There have been speculations that the introduction of the controversial plan would affect the performance of the city as a business centre as many will try to avoid being taxed, by either skipping the city or doing their businesses elsewhere. Many residents say the plan will only increase the cost of living in Dubai even further. Others, speaking from an economic point of view, say that it may harm Dubai businesses by discouraging people from travelling to shop in Dubai.
According to the plan, all vehicles entering the emirate will have to pay the road tax. If it goes ahead, it will be the first such toll system in place in any of the member-states of the Arab Gulf Cooperation Council (AGCC). It is aimed at reducing the major traffic problems in Dubai.
Work on the toll gates is due to start in April, and would be operational by January 2006. They will be installed on roads leading to Dubai from Sharjah and Abu Dhabi. The minimum toll during off-peak hours is expected to be Dh3.
The UN official, in an exclusive interview on the sidelines of the Environment 2005 Exhibition and Conference (Enviro 2005), said that before introducing such a system, the Dubai authorities should explain it to the public. Road tax is a worldwide system, and it is up to the authorities of any city to introduce it, depending on the cost of maintenance and safety system, but the authorities in Dubai should explain this to the public. You have to take certain measures to meet the maintenance cost and ensure safety procedures. After all, the authorities should ensure that the system is efficient, Mr Chowdhury stated.
Responding to a question regarding road safety in the UAE, the UN official expressed concern over the high rate of road accidents in the country. The safety record here is a matter of concern, he stated. On how the international organisation can help in this, he said the UAE could be picked up as a UN training centre for road safety in the region. He said the issue would be discussed with the authorities concerned in the UAE, promising full support from the organisation.

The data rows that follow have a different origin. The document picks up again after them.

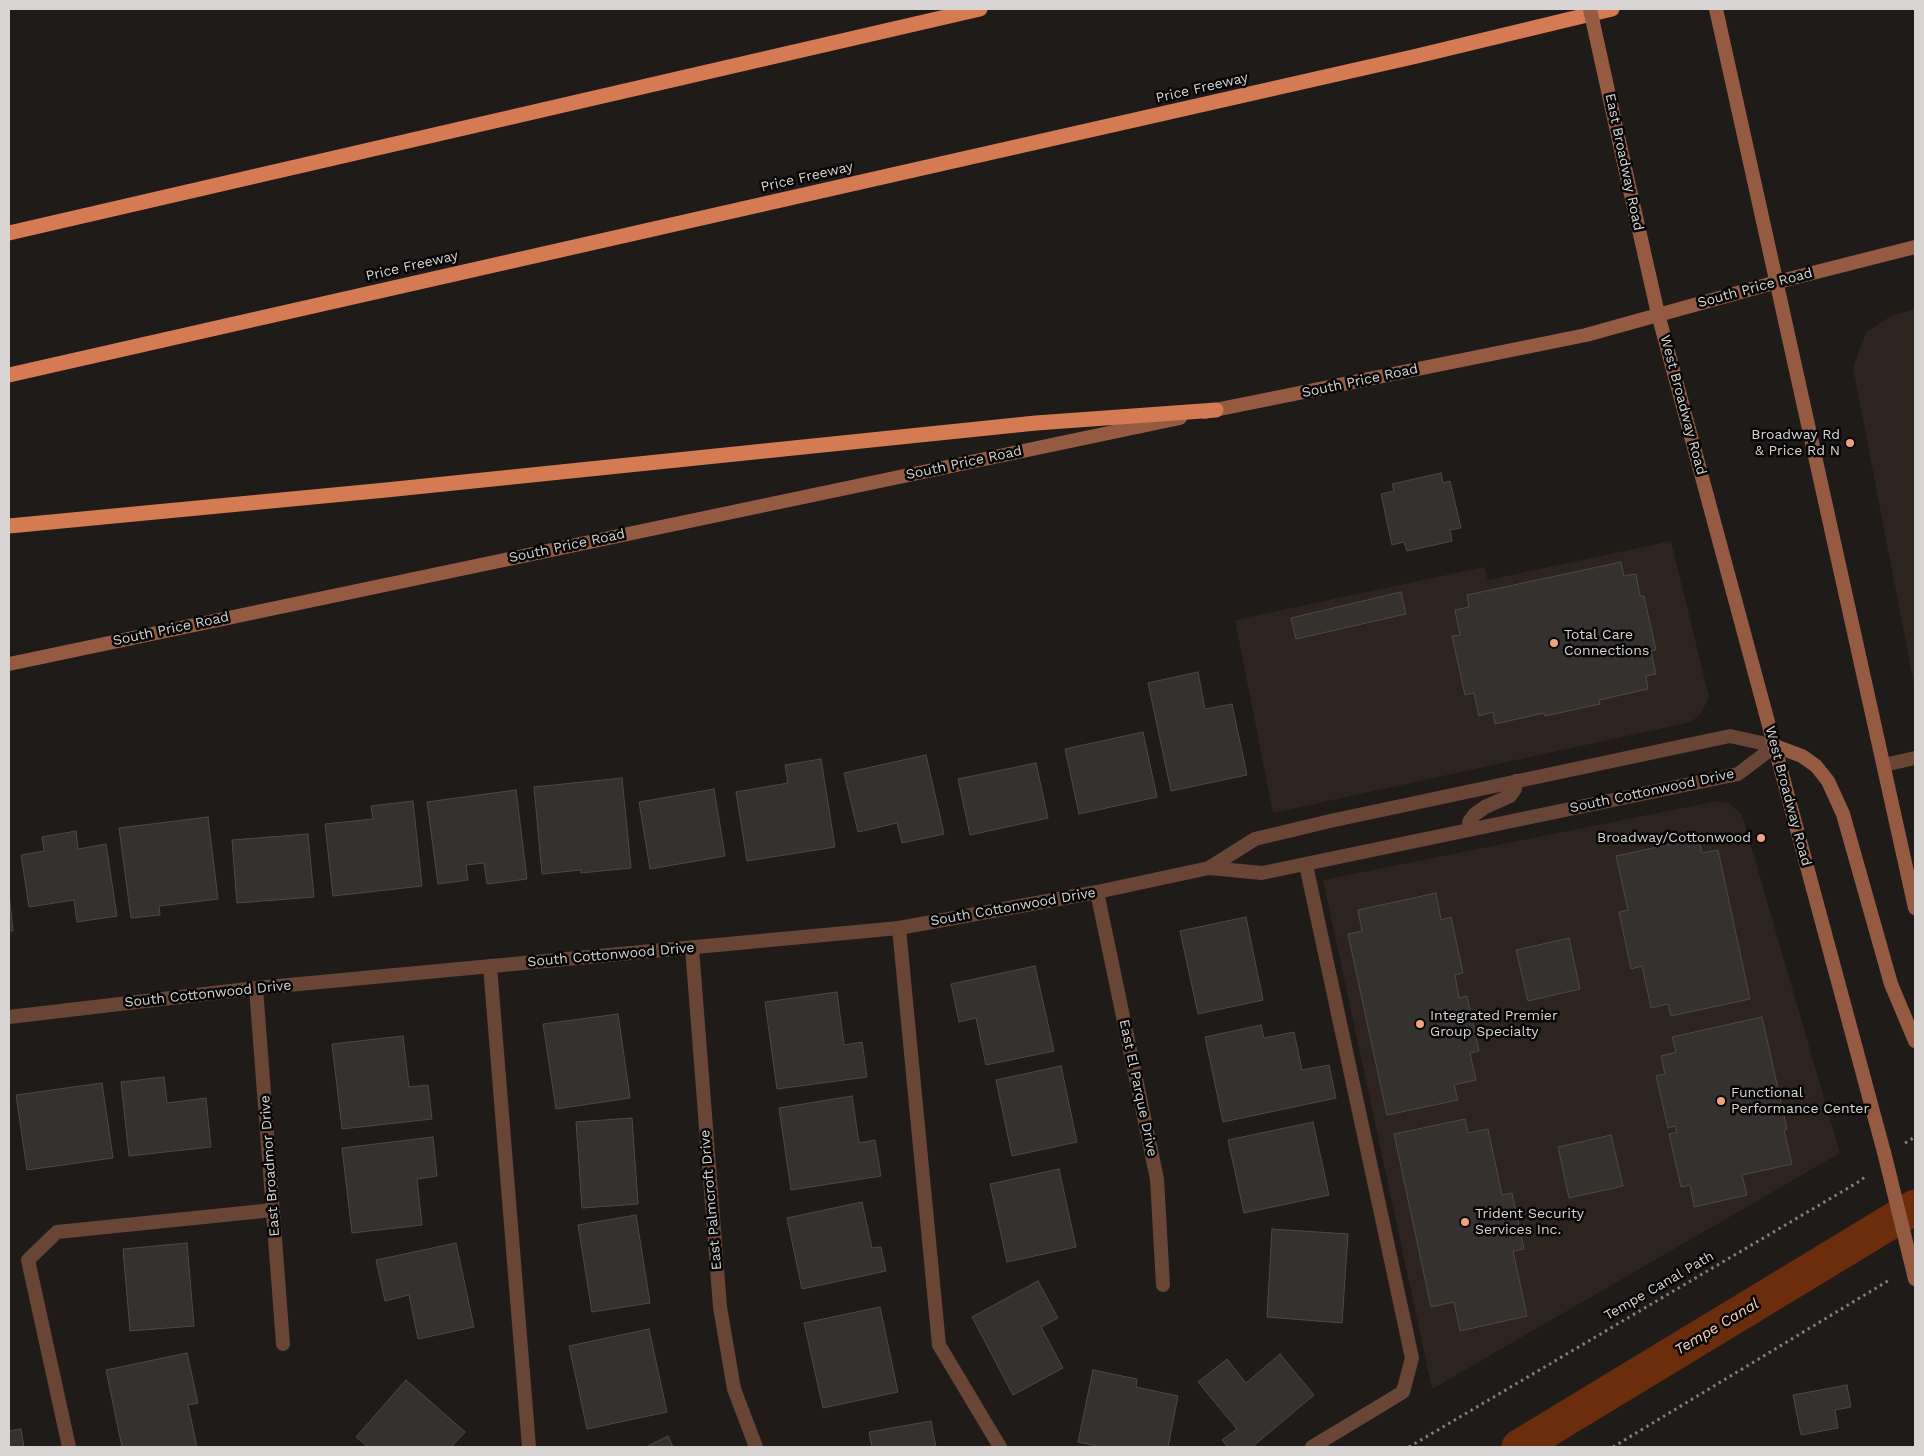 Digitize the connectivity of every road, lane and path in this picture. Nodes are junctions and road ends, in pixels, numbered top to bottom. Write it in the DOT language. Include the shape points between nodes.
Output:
graph roads {
  1 [pos="980,9"];
  2 [pos="1590,9"];
  3 [pos="1612,9"];
  4 [pos="1716,9"];
  5 [pos="9,233"];
  6 [pos="1915,247"];
  7 [pos="1777,282"];
  8 [pos="1658,314"];
  9 [pos="9,375"];
  10 [pos="1216,410"];
  11 [pos="9,526"];
  12 [pos="9,664"];
  13 [pos="1775,746"];
  14 [pos="1915,758"];
  15 [pos="1884,765"];
  16 [pos="1516,781"];
  17 [pos="1468,830"];
  18 [pos="1306,865"];
  19 [pos="1209,868"];
  20 [pos="1097,892"];
  21 [pos="1915,908"];
  22 [pos="899,928"];
  23 [pos="692,948"];
  24 [pos="490,966"];
  25 [pos="256,988"];
  26 [pos="9,1016"];
  27 [pos="1915,1041"];
  28 [pos="1915,1137"];
  29 [pos="1885,1156"];
  30 [pos="274,1210"];
  31 [pos="1914,1272"];
  32 [pos="1163,1285"];
  33 [pos="284,1344"];
  34 [pos="69,1447"];
  35 [pos="529,1447"];
  36 [pos="756,1447"];
  37 [pos="1000,1447"];
  38 [pos="1312,1447"];
  39 [pos="1409,1447"];
  40 [pos="1612,1447"];
  1 -- 5 [label="highway"];
  2 -- 8 [label="main road, East Broadway Road, bridge"];
  3 -- 9 [label="highway, Price Freeway"];
  4 -- 7 [label="main road"];
  6 -- 7 [label="main road, South Price Road"];
  7 -- 8 [label="main road, South Price Road"];
  7 -- 15 [label="main road"];
  8 -- 10 [label="main road, South Price Road" via="1586,335"];
  8 -- 13 [label="main road, West Broadway Road"];
  10 -- 11 [label="highway" via="1036,423"];
  10 -- 12 [label="main road, South Price Road"];
  13 -- 16 [label="street, South Cottonwood Drive" via="1730,736"];
  13 -- 17 [label="street, South Cottonwood Drive" via="1738,774"];
  13 -- 27 [label="main road" via="1802,756 1828,781 1842,814 1891,984"];
  13 -- 29 [label="main road, West Broadway Road"];
  14 -- 15 [label="street"];
  15 -- 21 [label="main road"];
  16 -- 17 [label="street" via="1516,789 1510,796 1474,815"];
  16 -- 19 [label="street, South Cottonwood Drive" via="1255,839"];
  17 -- 18 [label="street, South Cottonwood Drive"];
  18 -- 19 [label="street, South Cottonwood Drive" via="1262,874"];
  18 -- 38 [label="street" via="1412,1358 1403,1392"];
  19 -- 20 [label="street, South Cottonwood Drive"];
  20 -- 22 [label="street, South Cottonwood Drive"];
  20 -- 32 [label="street, East El Parque Drive" via="1157,1179"];
  22 -- 23 [label="street, South Cottonwood Drive"];
  22 -- 37 [label="street" via="939,1345"];
  23 -- 24 [label="street, South Cottonwood Drive"];
  23 -- 36 [label="street, East Palmcroft Drive" via="720,1308 734,1389"];
  24 -- 25 [label="street, South Cottonwood Drive"];
  24 -- 35 [label="street"];
  25 -- 26 [label="street, South Cottonwood Drive"];
  25 -- 30 [label="street, East Broadmor Drive"];
  28 -- 29 [label="path, Tempe Canal Path"];
  29 -- 31 [label="main road, West Broadway Road"];
  29 -- 39 [label="path, Tempe Canal Path" via="1860,1181"];
  30 -- 33 [label="street, East Broadmor Drive"];
  30 -- 34 [label="street" via="57,1232 28,1260"];
  31 -- 40 [label="path"];
} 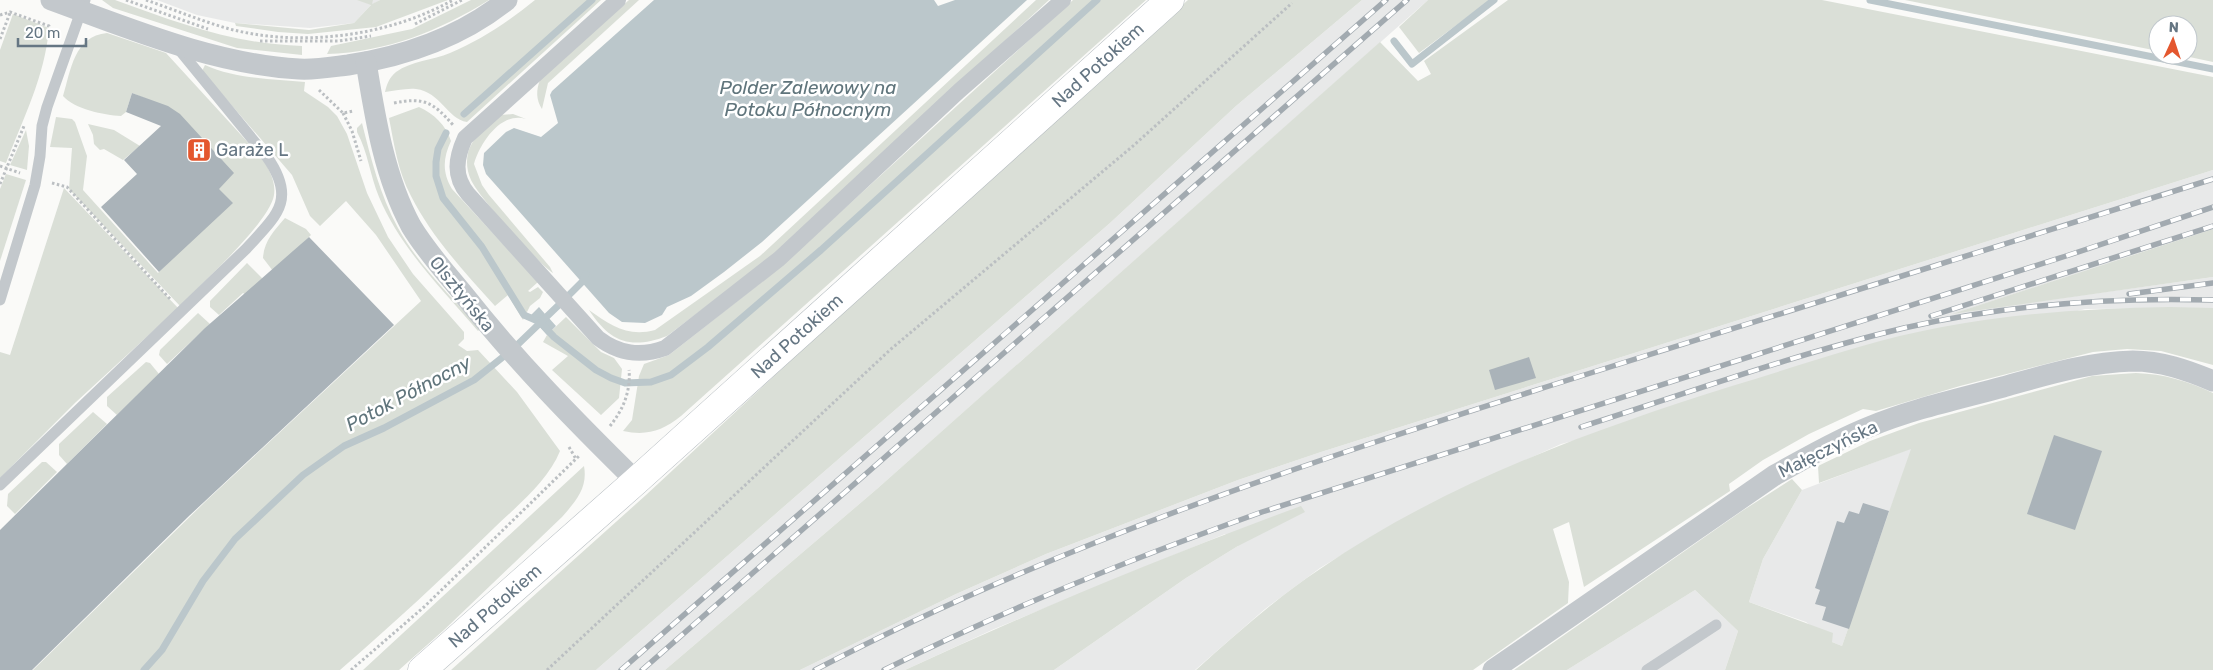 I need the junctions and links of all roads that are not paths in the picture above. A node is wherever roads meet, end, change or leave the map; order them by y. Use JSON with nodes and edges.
{"nodes":[{"id":1,"x":52,"y":0,"type":"edge"},
{"id":2,"x":508,"y":0,"type":"edge"},
{"id":3,"x":618,"y":0,"type":"edge"},
{"id":4,"x":1063,"y":0,"type":"edge"},
{"id":5,"x":1170,"y":0,"type":"edge"},
{"id":6,"x":83,"y":5,"type":"edge"},
{"id":7,"x":174,"y":44,"type":"junction"},
{"id":8,"x":366,"y":62,"type":"junction"},
{"id":9,"x":0,"y":300,"type":"edge"},
{"id":10,"x":2213,"y":381,"type":"edge"},
{"id":11,"x":636,"y":482,"type":"junction"},
{"id":12,"x":0,"y":485,"type":"edge"},
{"id":13,"x":1716,"y":625,"type":"dead end"},
{"id":14,"x":422,"y":670,"type":"edge"},
{"id":15,"x":1493,"y":670,"type":"edge"},
{"id":16,"x":1647,"y":670,"type":"edge"}],
"edges":[{"from":1,"to":6,"type":"street"},
{"from":2,"to":8,"type":"street"},
{"from":3,"to":4,"type":"street"},
{"from":5,"to":11,"type":"main road","name":"Nad Potokiem"},
{"from":6,"to":7,"type":"street"},
{"from":6,"to":9,"type":"lane"},
{"from":7,"to":8,"type":"street"},
{"from":7,"to":12,"type":"lane"},
{"from":8,"to":11,"type":"street","name":"Olsztyńska"},
{"from":10,"to":15,"type":"street","name":"Małęczyńska"},
{"from":11,"to":14,"type":"main road","name":"Nad Potokiem"},
{"from":13,"to":16,"type":"lane"}]} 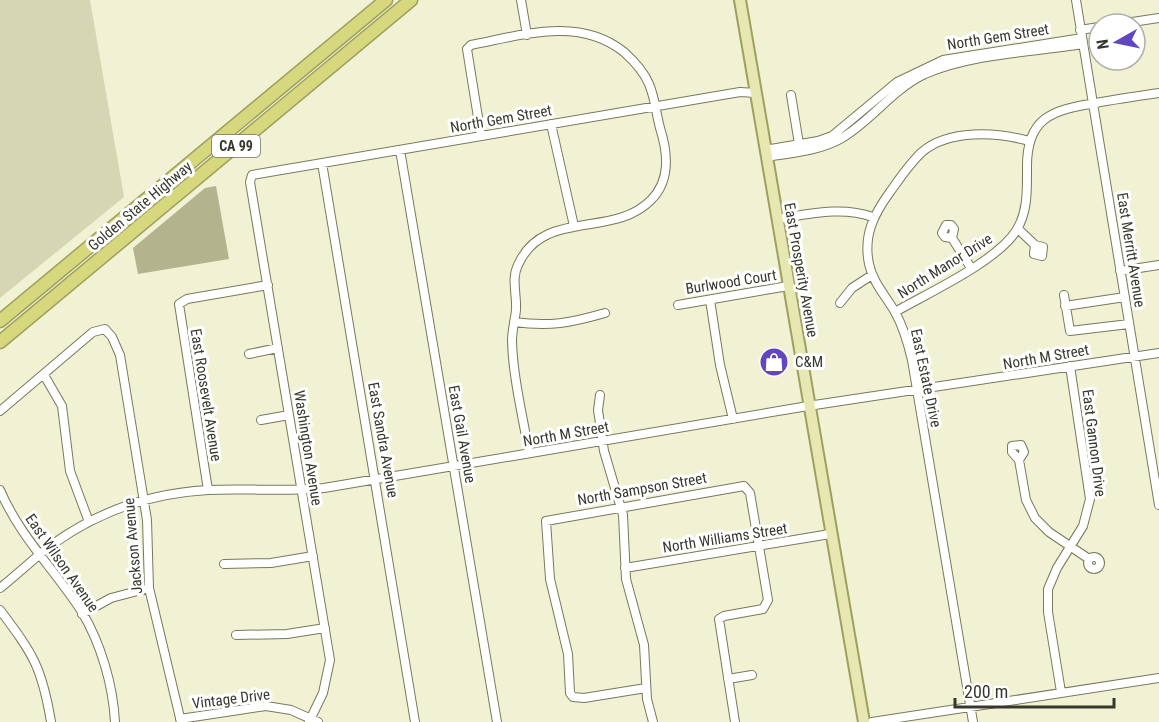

Road safety should be considered an important element for development of sustainable transportation. Every day, thousands of people are killed, maimed and injured while using a mode of transportation. According to UN statistics, 1.2 million people are known to die only in road accidents worldwide every year. Millions of others sustain injuries, with many suffering permanent disabilities. Road traffic injuries cost developing countries nearly two per cent of their GNP, more than the total development aid received by them, Mr Chowdhury said.
He said the prevention of road accidents must be pursued vigorously and immediate policy measures must include the development and management of road infrastructure, provision of safer vehicles, law enforcement, provision of health and hospital services, urban and rural planning.